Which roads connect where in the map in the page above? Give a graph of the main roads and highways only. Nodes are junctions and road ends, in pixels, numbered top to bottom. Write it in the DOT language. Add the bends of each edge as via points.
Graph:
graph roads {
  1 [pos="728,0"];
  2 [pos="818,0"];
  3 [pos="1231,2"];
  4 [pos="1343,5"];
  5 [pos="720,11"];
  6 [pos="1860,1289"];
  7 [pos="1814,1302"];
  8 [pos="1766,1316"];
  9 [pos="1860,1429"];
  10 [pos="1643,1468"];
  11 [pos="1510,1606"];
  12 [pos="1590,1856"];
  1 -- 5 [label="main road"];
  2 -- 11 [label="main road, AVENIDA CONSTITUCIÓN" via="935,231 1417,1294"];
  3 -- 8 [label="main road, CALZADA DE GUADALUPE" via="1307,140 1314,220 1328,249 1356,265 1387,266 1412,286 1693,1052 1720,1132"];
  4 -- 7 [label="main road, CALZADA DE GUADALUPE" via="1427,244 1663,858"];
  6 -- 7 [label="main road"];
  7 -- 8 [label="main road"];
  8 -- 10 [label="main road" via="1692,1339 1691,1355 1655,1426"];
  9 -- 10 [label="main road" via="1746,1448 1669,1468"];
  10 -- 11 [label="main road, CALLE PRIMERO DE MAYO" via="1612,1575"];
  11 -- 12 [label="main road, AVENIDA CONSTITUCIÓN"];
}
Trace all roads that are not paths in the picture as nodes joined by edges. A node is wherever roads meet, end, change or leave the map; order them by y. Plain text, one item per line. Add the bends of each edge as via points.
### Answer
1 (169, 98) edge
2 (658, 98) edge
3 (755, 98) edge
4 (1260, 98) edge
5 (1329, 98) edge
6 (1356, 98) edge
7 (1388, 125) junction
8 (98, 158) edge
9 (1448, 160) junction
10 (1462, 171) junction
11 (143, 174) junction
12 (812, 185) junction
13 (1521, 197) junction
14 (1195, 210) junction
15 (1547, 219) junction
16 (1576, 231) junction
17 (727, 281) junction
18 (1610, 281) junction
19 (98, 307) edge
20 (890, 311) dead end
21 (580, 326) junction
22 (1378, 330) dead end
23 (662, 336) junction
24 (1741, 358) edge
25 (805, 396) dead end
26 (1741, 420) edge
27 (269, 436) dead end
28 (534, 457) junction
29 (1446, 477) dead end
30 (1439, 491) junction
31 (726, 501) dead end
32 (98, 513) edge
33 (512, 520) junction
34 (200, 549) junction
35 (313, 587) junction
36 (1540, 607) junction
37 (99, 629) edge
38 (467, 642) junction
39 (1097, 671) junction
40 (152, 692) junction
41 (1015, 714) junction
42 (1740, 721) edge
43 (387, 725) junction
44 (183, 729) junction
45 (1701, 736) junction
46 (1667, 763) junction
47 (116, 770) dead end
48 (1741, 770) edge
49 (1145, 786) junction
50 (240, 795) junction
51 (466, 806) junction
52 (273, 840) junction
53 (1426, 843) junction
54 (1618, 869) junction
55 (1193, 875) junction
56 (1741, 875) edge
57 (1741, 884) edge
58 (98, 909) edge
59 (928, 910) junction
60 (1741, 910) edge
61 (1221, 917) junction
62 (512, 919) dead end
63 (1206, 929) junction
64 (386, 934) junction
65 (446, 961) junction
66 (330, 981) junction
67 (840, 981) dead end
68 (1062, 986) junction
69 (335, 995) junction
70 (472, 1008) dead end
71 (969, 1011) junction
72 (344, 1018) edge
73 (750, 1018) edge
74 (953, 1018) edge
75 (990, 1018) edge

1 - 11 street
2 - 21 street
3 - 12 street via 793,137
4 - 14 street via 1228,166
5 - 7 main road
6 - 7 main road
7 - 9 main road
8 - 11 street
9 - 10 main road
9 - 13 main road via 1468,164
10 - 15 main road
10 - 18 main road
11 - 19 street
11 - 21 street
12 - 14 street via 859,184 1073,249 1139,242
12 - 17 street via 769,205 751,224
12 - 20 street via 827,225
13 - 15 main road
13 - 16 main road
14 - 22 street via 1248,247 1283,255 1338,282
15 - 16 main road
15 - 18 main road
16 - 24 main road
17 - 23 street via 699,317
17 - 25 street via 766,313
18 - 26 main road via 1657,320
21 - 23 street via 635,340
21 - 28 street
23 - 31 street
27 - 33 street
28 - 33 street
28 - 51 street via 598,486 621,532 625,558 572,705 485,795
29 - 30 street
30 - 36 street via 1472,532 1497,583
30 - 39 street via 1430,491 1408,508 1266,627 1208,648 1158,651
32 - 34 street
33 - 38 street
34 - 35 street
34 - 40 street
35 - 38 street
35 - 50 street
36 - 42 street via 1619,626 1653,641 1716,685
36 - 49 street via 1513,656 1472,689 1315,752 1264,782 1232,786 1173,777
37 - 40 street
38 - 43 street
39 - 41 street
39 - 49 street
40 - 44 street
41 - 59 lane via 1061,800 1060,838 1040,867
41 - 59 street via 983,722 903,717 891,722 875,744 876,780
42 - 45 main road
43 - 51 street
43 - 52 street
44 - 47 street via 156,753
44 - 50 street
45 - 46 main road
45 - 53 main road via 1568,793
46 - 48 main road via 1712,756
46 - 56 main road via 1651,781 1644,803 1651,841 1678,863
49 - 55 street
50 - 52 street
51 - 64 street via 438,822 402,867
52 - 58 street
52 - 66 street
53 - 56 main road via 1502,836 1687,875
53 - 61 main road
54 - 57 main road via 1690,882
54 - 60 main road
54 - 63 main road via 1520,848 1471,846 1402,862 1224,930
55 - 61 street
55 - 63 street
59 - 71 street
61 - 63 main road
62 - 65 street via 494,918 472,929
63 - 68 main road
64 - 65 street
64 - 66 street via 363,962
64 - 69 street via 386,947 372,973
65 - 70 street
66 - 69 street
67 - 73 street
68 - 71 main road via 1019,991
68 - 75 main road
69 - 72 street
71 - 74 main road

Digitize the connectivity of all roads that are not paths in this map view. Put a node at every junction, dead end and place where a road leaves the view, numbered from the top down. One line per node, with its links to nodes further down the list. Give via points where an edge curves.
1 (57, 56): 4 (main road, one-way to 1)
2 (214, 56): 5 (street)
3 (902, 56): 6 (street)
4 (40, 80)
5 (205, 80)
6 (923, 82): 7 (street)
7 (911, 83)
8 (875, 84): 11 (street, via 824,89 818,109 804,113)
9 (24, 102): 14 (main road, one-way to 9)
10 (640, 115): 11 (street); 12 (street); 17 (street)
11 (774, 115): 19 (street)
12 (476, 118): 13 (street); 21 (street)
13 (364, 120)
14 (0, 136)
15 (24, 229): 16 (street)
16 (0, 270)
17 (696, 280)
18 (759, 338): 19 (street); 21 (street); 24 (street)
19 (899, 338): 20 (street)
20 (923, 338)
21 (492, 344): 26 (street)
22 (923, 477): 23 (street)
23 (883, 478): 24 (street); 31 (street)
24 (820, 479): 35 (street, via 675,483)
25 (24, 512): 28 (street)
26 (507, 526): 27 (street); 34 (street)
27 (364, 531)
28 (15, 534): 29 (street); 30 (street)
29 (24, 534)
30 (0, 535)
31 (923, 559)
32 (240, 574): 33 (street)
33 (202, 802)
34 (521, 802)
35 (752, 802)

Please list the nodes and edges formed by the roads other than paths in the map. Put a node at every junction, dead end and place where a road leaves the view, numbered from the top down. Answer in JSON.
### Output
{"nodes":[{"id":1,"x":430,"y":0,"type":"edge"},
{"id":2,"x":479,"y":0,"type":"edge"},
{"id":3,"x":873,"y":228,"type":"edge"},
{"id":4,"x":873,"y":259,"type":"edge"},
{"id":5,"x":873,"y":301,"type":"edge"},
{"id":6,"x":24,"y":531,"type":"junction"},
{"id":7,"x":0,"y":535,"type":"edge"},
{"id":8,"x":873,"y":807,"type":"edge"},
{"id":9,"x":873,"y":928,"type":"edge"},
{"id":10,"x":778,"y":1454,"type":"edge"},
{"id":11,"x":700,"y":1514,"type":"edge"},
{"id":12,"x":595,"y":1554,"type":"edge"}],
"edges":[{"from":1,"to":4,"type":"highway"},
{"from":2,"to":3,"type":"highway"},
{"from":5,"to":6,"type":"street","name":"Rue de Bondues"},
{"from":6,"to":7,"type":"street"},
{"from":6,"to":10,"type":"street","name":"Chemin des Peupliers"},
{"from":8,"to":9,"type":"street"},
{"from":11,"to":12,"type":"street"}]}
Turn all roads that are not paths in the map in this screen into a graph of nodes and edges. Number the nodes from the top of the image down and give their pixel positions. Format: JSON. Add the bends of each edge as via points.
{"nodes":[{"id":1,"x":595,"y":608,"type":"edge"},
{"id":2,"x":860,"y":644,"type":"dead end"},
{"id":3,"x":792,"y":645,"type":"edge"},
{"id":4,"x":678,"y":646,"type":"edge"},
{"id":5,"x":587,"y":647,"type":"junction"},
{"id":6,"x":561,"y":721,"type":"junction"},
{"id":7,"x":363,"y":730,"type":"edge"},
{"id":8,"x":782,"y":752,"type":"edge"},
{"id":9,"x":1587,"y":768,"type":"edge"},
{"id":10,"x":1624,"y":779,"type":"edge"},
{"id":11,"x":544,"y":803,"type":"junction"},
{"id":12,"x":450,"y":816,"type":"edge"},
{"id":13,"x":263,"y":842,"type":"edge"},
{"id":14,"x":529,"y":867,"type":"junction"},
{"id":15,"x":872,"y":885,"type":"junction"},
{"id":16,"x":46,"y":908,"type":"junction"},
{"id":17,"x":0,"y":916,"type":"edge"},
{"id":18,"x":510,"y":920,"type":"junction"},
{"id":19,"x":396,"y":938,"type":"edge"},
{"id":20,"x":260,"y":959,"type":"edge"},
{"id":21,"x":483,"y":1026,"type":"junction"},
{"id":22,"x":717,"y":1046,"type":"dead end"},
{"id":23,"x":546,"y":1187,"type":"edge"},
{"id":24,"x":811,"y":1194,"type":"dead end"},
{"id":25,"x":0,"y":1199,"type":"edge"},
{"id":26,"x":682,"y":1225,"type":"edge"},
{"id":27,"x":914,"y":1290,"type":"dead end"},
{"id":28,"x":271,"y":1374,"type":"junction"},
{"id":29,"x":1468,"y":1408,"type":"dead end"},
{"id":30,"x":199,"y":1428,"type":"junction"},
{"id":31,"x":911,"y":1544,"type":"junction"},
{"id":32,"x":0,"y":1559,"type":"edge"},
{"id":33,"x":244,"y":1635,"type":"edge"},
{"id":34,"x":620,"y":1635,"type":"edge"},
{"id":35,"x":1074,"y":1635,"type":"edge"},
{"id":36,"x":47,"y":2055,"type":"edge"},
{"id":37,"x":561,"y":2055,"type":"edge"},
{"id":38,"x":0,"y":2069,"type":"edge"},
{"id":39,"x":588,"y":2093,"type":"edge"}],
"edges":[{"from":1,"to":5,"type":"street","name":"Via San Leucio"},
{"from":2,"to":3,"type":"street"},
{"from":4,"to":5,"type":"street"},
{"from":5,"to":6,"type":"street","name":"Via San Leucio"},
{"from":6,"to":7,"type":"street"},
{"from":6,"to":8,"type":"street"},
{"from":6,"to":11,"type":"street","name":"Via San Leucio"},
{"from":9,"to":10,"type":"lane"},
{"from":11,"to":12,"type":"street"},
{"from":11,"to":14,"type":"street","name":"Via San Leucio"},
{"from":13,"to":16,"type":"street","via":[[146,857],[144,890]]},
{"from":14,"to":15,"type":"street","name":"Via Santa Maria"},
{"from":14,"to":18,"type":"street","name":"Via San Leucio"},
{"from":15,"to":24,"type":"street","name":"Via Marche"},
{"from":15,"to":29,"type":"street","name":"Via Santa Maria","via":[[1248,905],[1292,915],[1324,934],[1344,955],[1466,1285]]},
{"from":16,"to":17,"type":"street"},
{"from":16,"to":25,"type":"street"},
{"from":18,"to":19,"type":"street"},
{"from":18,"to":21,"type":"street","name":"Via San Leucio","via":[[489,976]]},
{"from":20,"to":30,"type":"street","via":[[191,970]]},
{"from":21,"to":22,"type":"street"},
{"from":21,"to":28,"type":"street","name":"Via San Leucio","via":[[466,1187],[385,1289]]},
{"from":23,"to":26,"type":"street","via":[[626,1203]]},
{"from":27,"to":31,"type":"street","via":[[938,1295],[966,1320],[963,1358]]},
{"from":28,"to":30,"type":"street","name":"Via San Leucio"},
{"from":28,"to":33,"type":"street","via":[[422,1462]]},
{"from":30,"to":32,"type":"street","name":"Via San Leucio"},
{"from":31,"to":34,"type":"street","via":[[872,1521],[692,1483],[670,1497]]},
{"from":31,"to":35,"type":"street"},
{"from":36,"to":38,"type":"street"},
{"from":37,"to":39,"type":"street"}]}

* Try it: Both end lines included, restate word for word the lines above from the line with "Digitize the connectivity" to the line with "Please list the", and nothing else.

* Exercise response:
Digitize the connectivity of all roads that are not paths in this map view. Put a node at every junction, dead end and place where a road leaves the view, numbered from the top down. One line per node, with its links to nodes further down the list. Give via points where an edge curves.
1 (57, 56): 4 (main road, one-way to 1)
2 (214, 56): 5 (street)
3 (902, 56): 6 (street)
4 (40, 80)
5 (205, 80)
6 (923, 82): 7 (street)
7 (911, 83)
8 (875, 84): 11 (street, via 824,89 818,109 804,113)
9 (24, 102): 14 (main road, one-way to 9)
10 (640, 115): 11 (street); 12 (street); 17 (street)
11 (774, 115): 19 (street)
12 (476, 118): 13 (street); 21 (street)
13 (364, 120)
14 (0, 136)
15 (24, 229): 16 (street)
16 (0, 270)
17 (696, 280)
18 (759, 338): 19 (street); 21 (street); 24 (street)
19 (899, 338): 20 (street)
20 (923, 338)
21 (492, 344): 26 (street)
22 (923, 477): 23 (street)
23 (883, 478): 24 (street); 31 (street)
24 (820, 479): 35 (street, via 675,483)
25 (24, 512): 28 (street)
26 (507, 526): 27 (street); 34 (street)
27 (364, 531)
28 (15, 534): 29 (street); 30 (street)
29 (24, 534)
30 (0, 535)
31 (923, 559)
32 (240, 574): 33 (street)
33 (202, 802)
34 (521, 802)
35 (752, 802)

Please list the nodes and edges formed by the roads other than paths in the map. Put a node at every junction, dead end and place where a road leaves the view, numbered from the top down. Answer in JSON.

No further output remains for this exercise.